# Attempted Rack of Lamb last night



## vilasman (Jan 22, 2010)

I got a rack...
Trimmed all the fat off of it
got as much of the membrane off as I could
Got my mortar and pestle out and mixed up some dried rosemary
Italian herb salt and some Tony Checheries 
rubbed it really well with some olive oil
and then loaded the spice mix into a shaker can
and coated the meat really well on both sides

I was going to cook it low and slow at 250F
so I warmed the oven to 250
then DW decided she wanted some garlic bread so the oven went up to 400
I put the lamb in for the last 10 mins of this
then I turned it back down to 250 for about 15-20 mins
then I read a recipe on the net that said cook it hot so i cranked it to like 
375 
Then I some where that lamb is well done when the internal temp is around 150F
I check it.. some parts where 140 but others where 120-130 so I let it cook till the 120-130 part got to 150

Took it out let it sit for a few minutes and then dug in. I think it was done and the flavor was pretty good. I did see a little red in the thickest part.
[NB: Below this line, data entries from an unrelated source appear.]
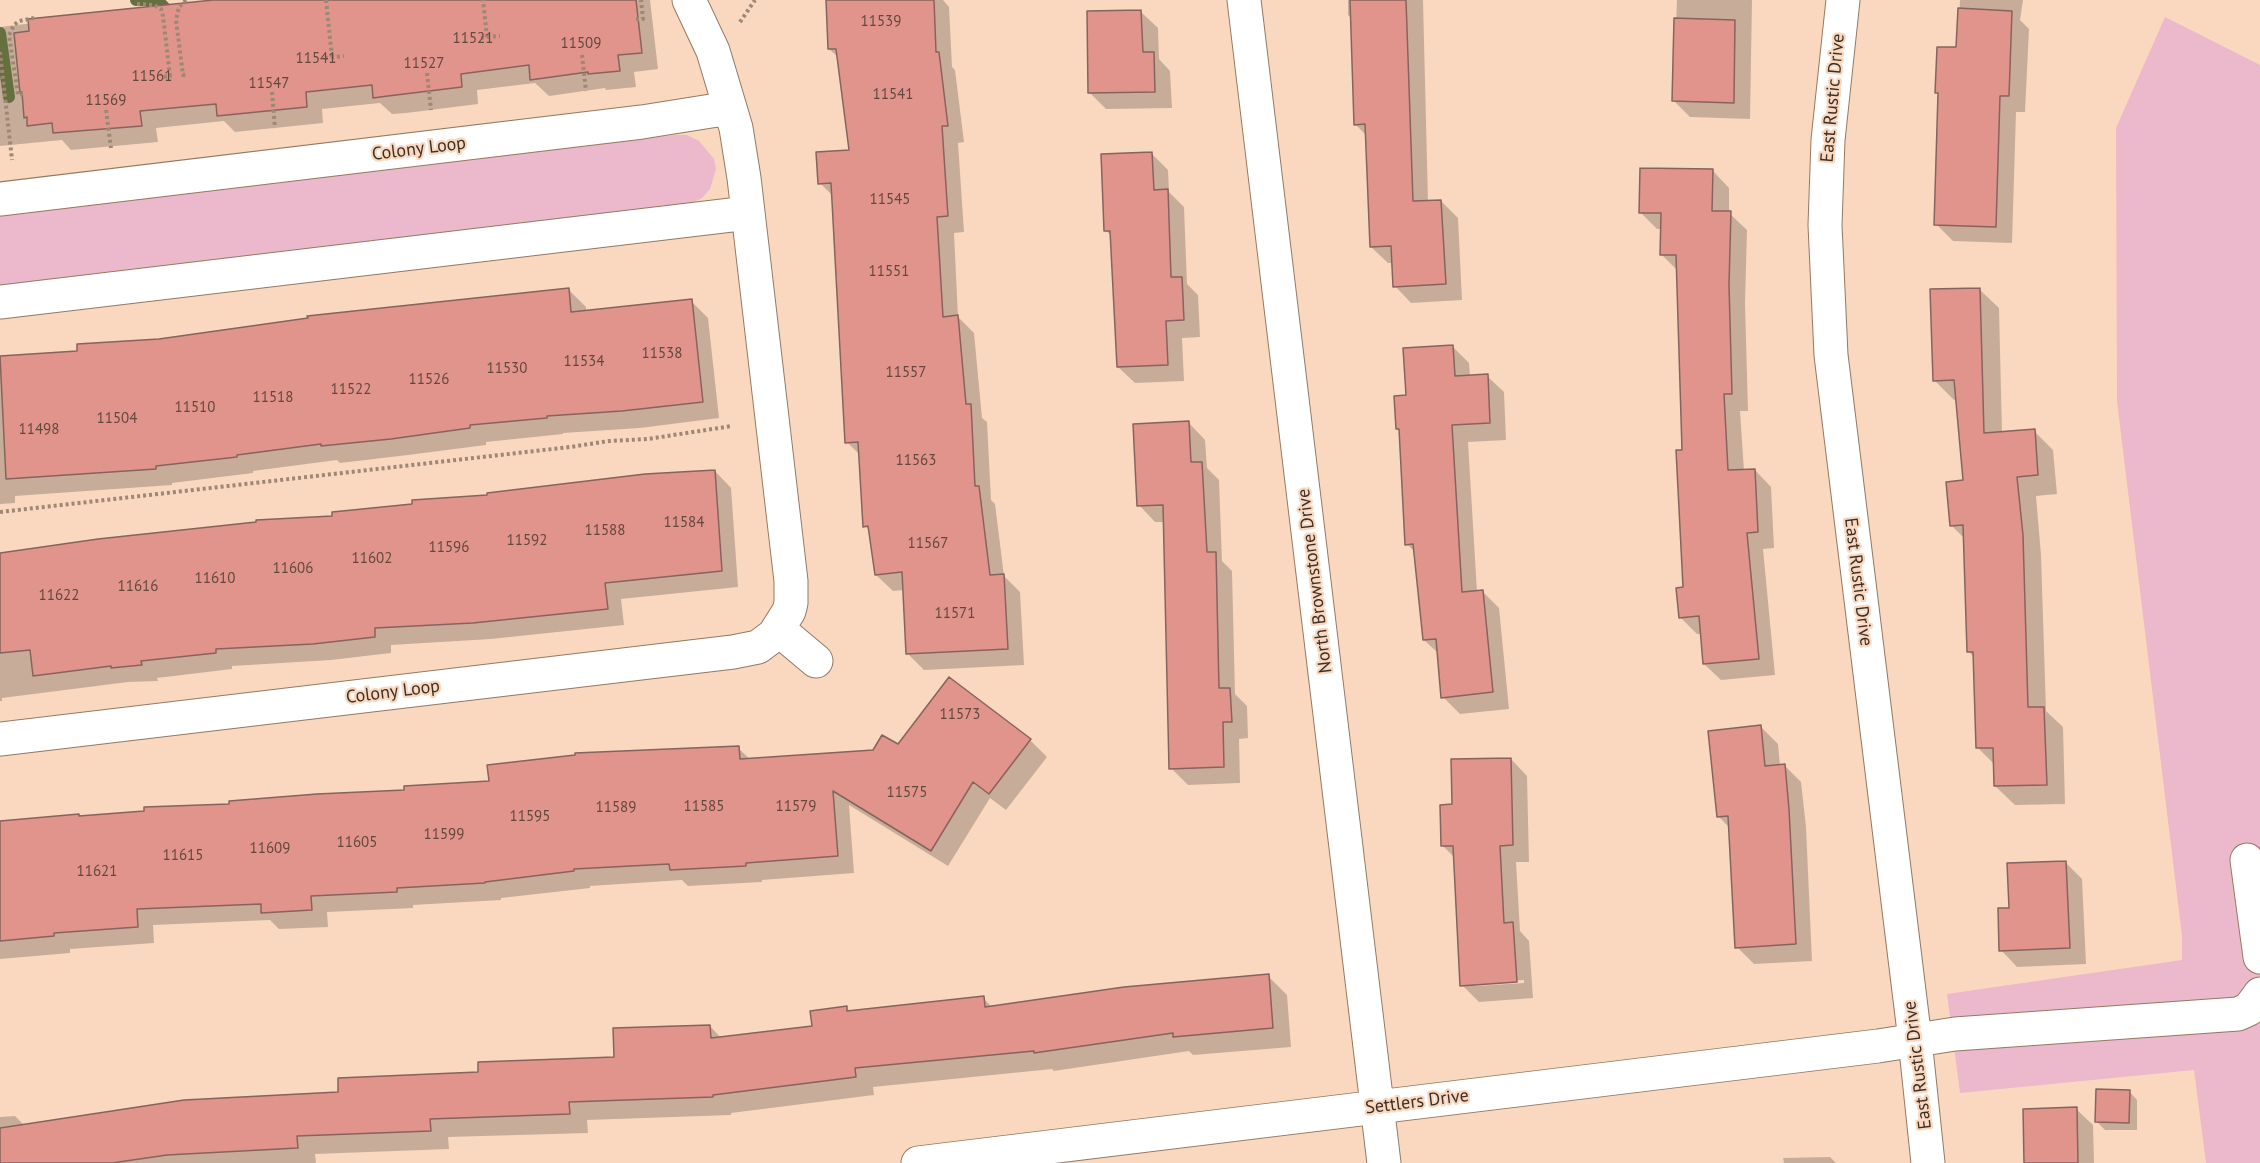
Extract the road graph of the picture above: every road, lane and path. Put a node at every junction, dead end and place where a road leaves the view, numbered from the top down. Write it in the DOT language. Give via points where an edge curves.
graph roads {
  1 [pos="186,0"];
  2 [pos="326,0"];
  3 [pos="483,0"];
  4 [pos="641,0"];
  5 [pos="689,0"];
  6 [pos="755,0"];
  7 [pos="1244,0"];
  8 [pos="1843,0"];
  9 [pos="136,4"];
  10 [pos="34,18"];
  11 [pos="636,20"];
  12 [pos="738,26"];
  13 [pos="500,36"];
  14 [pos="487,37"];
  15 [pos="481,38"];
  16 [pos="0,52"];
  17 [pos="582,55"];
  18 [pos="344,56"];
  19 [pos="332,57"];
  20 [pos="325,58"];
  21 [pos="427,73"];
  22 [pos="187,74"];
  23 [pos="161,78"];
  24 [pos="586,91"];
  25 [pos="272,92"];
  26 [pos="23,94"];
  27 [pos="3,95"];
  28 [pos="730,108"];
  29 [pos="106,110"];
  30 [pos="431,110"];
  31 [pos="275,128"];
  32 [pos="111,148"];
  33 [pos="12,160"];
  34 [pos="0,199"];
  35 [pos="748,213"];
  36 [pos="0,302"];
  37 [pos="732,426"];
  38 [pos="0,512"];
  39 [pos="779,630"];
  40 [pos="816,661"];
  41 [pos="0,740"];
  42 [pos="2247,860"];
  43 [pos="2260,957"];
  44 [pos="2260,994"];
  45 [pos="1915,1040"];
  46 [pos="1378,1107"];
  47 [pos="918,1163"];
  48 [pos="1384,1163"];
  49 [pos="1928,1163"];
  1 -- 22 [label="path" via="179,7 176,20 183,75"];
  2 -- 19 [label="path"];
  3 -- 14 [label="path"];
  4 -- 11 [label="path" via="643,19"];
  5 -- 28 [label="street" via="711,44"];
  6 -- 12 [label="path"];
  7 -- 46 [label="street, North Brownstone Drive"];
  8 -- 45 [label="street, East Rustic Drive" via="1828,140 1825,225 1831,355"];
  9 -- 23 [label="path" via="161,9 170,76"];
  10 -- 26 [label="path" via="19,21 9,35 18,95"];
  13 -- 14 [label="path"];
  14 -- 15 [label="path"];
  16 -- 27 [label="path"];
  17 -- 24 [label="path"];
  18 -- 19 [label="path"];
  19 -- 20 [label="path"];
  21 -- 30 [label="path"];
  25 -- 31 [label="path"];
  27 -- 33 [label="path"];
  28 -- 34 [label="street, Colony Loop" via="642,122"];
  28 -- 35 [label="street, Colony Loop"];
  29 -- 32 [label="path"];
  35 -- 36 [label="street"];
  35 -- 39 [label="street, Colony Loop" via="792,581 792,603"];
  37 -- 38 [label="path" via="648,439"];
  39 -- 40 [label="street"];
  39 -- 41 [label="street, Colony Loop" via="758,647 733,652"];
  42 -- 43 [label="street"];
  44 -- 45 [label="street, Settlers Drive" via="2249,1009 2238,1014"];
  45 -- 46 [label="street, Settlers Drive"];
  45 -- 49 [label="street, East Rustic Drive"];
  46 -- 47 [label="street, Settlers Drive"];
  46 -- 48 [label="street, North Brownstone Drive"];
}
Now. I can definitely taste how mustard... a lot of recipes that i have scene call for mustard would help. I can also tell that fresh herbs would be more intense. I trimmed all the fat off because it seemed like something Alton Brown would do... although, the whole time I was thinking the flavor is in the fat. I was also thinking the heart attack is in the fat.

Now for my questions 
Was I right to trim the fat and the membrane?
I am sure I left a few essential herbs out... I couldn't remember them when I was at the store
Is it best to cook lamb hot and fast or low and slow?
I got a little bit of fond/crust on it but how or can I get a good fond on it in a oven
then back down 200


----------



## ChefJune (Jan 22, 2010)

I trim "most of" the fat off... never ALL!  I recommend (and use) a digital probe thermometer that I insert through the meaty part of the rack. When it registers 130 I pull the pan.  The meat will continue to cook as it rests (while you make the sauce with the pan juices. You can leave the probe in and turned on to see how much more temp it absorbs.

We enjoy rack of lamb coated with a poultice of mustard and chopped fresh garlic and herbs. Add a little freshly ground pepper. No need for salt at all. The mustard takes care of it.


----------



## vilasman (Jan 22, 2010)

I have the Digital Thermometer, do i really need to trim off the membrane?


----------



## powerplantop (Jan 22, 2010)

vilasman said:


> I have the Digital Thermometer, do i really need to trim off the membrane?


 
The membrane is hard to chew and prevents anything you put on from flavoring the meat. I remove membranes from all meats that I cook.


----------